アルトンは日朝ヒーローが持ってそうな剣を、ヴェーラは悪魔の弱点である光の槍を、テリエルギアが手刀を、エレオスが爪を首や目の寸前で止めていた。
「………俺、待ってろと言った気がするんだけど?」
「「「────!」」」
「申し訳ありません、我が神よ。出来過ぎた真似を致しました……」
『将』達がエミヤの不機嫌そうな声に身を震わせる中、ヴェーラが跪く。
「まあ、良いけどね。気をつけろよ」
「申し訳ありません……」
「まあ良いや。じゃ、そこの壁でおとなしくしてな」
エミヤが言うと全員壁際にたった。
「さて、何で笑うんだよ、だっけ?簡単簡単、夢はすばらしいと思うけどこんな場で言うなよ。ここにゃ旧体制にしがみついて自分たちは偉いんだぞ~、転生悪魔や下級悪魔に強くなられたら立場を失うからやめるんだぞ~、とか思ってる奴らに邪魔されるのは見えてるじゃん。馬鹿なの?」
「ええ、でしょうね。誤魔化すことは出来ましたですが……」
「ん?」
「ここで誤魔化してしまえば、きっと私はこの先も誤魔化し続ける。そして、何時かこの夢を嘘にしてしまうかもしれない。この覚悟を失うかもしれない……だから、誤魔化しません」
「…………へぇ、良いねお前。うん、笑って悪かったな。お前ならここの偉いんだぞうおじいちゃん達に邪魔されても何時か夢を叶えられる!」
ぐっ!と指を立てるエミヤ。隣のセラフォルーもうんうんと頷く。そして
「さっきから黙って聞いておれば、なんなんだその態度は!」
「ん?どうした偉いんだぞうおじいちゃん」
「人間風情がその口の利き方は何だ!だいたい、誰の許可を得て魔王の隣に座っている!」
「魔王」
「ぬぐ……」
その言葉に今度は魔王達を睨みつける悪魔達。
「まーしかたねーよ。俺等超強いからねー。
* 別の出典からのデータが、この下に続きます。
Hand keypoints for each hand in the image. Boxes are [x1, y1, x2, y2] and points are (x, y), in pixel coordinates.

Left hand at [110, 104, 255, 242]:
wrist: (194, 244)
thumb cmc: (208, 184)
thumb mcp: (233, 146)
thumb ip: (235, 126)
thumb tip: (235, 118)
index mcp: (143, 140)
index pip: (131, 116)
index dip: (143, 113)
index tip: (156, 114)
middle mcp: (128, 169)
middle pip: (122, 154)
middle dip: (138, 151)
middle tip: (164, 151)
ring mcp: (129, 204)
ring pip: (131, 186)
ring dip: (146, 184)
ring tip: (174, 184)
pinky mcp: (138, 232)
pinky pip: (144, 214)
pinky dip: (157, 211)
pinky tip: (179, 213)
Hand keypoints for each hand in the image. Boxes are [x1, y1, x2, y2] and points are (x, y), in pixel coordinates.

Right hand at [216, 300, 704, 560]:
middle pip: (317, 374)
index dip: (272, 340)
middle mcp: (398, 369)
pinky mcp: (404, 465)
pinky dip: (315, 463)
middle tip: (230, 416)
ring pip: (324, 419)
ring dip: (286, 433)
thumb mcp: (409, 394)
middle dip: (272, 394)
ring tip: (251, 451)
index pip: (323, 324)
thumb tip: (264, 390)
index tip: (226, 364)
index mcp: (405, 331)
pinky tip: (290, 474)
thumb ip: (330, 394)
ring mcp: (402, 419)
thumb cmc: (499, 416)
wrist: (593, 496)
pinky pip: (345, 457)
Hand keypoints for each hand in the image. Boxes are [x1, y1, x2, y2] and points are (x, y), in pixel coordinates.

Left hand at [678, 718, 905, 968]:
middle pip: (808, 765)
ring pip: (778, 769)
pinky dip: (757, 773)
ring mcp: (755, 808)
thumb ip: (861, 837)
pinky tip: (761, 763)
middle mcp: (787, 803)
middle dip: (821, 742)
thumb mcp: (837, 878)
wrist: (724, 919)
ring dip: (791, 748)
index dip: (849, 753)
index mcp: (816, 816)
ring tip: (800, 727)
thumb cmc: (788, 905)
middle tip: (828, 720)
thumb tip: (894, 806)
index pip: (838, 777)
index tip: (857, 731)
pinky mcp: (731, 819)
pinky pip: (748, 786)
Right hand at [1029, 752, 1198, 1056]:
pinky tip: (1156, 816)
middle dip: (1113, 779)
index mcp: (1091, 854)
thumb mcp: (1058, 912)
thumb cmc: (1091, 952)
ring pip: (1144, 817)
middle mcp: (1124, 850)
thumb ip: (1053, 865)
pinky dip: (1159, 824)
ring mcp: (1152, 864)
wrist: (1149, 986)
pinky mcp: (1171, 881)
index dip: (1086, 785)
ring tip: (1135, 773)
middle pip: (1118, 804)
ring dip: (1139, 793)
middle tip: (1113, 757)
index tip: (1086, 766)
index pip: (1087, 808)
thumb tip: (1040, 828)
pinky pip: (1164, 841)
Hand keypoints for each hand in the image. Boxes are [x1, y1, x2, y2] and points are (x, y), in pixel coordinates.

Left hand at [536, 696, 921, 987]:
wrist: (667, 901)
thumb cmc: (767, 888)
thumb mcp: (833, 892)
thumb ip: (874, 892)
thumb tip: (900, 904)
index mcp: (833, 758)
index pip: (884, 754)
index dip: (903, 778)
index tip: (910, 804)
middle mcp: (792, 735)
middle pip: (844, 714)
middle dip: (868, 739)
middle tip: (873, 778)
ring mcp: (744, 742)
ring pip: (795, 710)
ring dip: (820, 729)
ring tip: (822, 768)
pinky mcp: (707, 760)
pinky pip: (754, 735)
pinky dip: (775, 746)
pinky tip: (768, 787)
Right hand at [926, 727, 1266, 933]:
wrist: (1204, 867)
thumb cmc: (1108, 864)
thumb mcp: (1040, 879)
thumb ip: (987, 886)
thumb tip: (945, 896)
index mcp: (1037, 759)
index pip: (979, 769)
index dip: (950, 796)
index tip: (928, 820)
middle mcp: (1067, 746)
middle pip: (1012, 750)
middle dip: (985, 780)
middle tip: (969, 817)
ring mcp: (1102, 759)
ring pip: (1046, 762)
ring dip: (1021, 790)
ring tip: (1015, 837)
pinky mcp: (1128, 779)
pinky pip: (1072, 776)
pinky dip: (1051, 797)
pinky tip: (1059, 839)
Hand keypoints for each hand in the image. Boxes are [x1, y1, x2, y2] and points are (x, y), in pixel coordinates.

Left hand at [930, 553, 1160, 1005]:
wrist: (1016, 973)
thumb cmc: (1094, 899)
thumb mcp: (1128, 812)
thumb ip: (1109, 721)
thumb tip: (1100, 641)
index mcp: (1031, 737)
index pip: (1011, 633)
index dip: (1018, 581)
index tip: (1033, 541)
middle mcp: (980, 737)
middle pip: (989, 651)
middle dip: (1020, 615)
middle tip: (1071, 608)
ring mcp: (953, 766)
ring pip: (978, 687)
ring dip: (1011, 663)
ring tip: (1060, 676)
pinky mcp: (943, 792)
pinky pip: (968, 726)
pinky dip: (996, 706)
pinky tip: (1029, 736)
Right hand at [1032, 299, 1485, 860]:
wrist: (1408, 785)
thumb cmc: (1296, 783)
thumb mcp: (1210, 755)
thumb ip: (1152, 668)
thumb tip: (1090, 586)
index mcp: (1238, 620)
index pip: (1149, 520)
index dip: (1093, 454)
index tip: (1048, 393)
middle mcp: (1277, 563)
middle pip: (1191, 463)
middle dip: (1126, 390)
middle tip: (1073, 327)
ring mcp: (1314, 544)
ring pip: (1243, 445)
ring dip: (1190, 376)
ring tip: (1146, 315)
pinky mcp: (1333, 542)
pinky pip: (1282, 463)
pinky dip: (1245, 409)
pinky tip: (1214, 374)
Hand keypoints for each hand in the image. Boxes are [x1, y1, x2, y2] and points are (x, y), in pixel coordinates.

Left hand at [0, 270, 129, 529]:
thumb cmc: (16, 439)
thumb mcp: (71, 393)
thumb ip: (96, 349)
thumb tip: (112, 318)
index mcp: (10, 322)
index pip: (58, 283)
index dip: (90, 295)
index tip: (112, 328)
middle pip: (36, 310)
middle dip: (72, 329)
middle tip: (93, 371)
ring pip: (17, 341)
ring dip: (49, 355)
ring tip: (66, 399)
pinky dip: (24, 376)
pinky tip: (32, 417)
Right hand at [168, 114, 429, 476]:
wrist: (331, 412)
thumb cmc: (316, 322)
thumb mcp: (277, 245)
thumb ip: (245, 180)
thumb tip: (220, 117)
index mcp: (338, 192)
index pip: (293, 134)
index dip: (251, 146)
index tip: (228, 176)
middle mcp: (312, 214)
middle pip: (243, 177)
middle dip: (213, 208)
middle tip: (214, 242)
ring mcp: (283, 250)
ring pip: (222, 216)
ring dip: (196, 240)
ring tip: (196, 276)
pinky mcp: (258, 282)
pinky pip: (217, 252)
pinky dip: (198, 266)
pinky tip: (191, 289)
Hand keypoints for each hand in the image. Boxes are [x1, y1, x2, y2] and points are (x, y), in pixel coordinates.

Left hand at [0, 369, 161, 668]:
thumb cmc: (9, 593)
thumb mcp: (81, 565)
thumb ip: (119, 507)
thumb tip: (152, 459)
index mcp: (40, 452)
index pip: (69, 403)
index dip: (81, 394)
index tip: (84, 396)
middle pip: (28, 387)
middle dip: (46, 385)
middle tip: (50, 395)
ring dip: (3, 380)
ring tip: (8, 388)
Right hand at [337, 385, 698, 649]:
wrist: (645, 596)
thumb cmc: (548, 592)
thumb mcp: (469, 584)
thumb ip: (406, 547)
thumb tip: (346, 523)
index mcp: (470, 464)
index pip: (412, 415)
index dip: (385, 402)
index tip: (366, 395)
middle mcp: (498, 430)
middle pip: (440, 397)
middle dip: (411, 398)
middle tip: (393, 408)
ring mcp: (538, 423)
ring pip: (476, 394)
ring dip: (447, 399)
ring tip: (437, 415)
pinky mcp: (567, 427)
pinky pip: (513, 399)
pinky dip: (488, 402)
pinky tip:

魔王もさ、力で選ばれただけあり強いけど他のお偉いさんが雑魚だと苦労するじゃん?いざという時俺達の力を借りれるように関係は対等なのよね」
「ふざけるな貴様!たかだか人間と、その人形如きが我等より強いだと!?寝言は寝ていえ!」
「そうだ、魔王様方もそんな条件を飲むなど、悪魔という種族をなんだと思っているのですか!?」
「……彼等は堕天使幹部を瞬殺し、エミヤ君本人も上級悪魔カテレア・レヴィアタンを圧倒する力の持ち主だと伝えたはずだが?」
その言葉でも、いっこうに怒りが収まる気配がない。信じていないのだろう。
「なら、彼と戦ってみるかい?」
「お、良いね。ただし一々蟻潰すのも面倒だから纏めて。後死なない程度に踏むの大変だから殺しありにしてくれよ」
と、エミヤが言うと殺気が強まる。が、エミヤは気にしない。
「さて、空気を悪くしちまったな。俺は帰るぜ、あばよ。ほら、お前等もついてこい」
「はい」
と、真っ先にヴェーラが歩き出す。その背中を、舐め回すように見つめる若手悪魔が一人いた。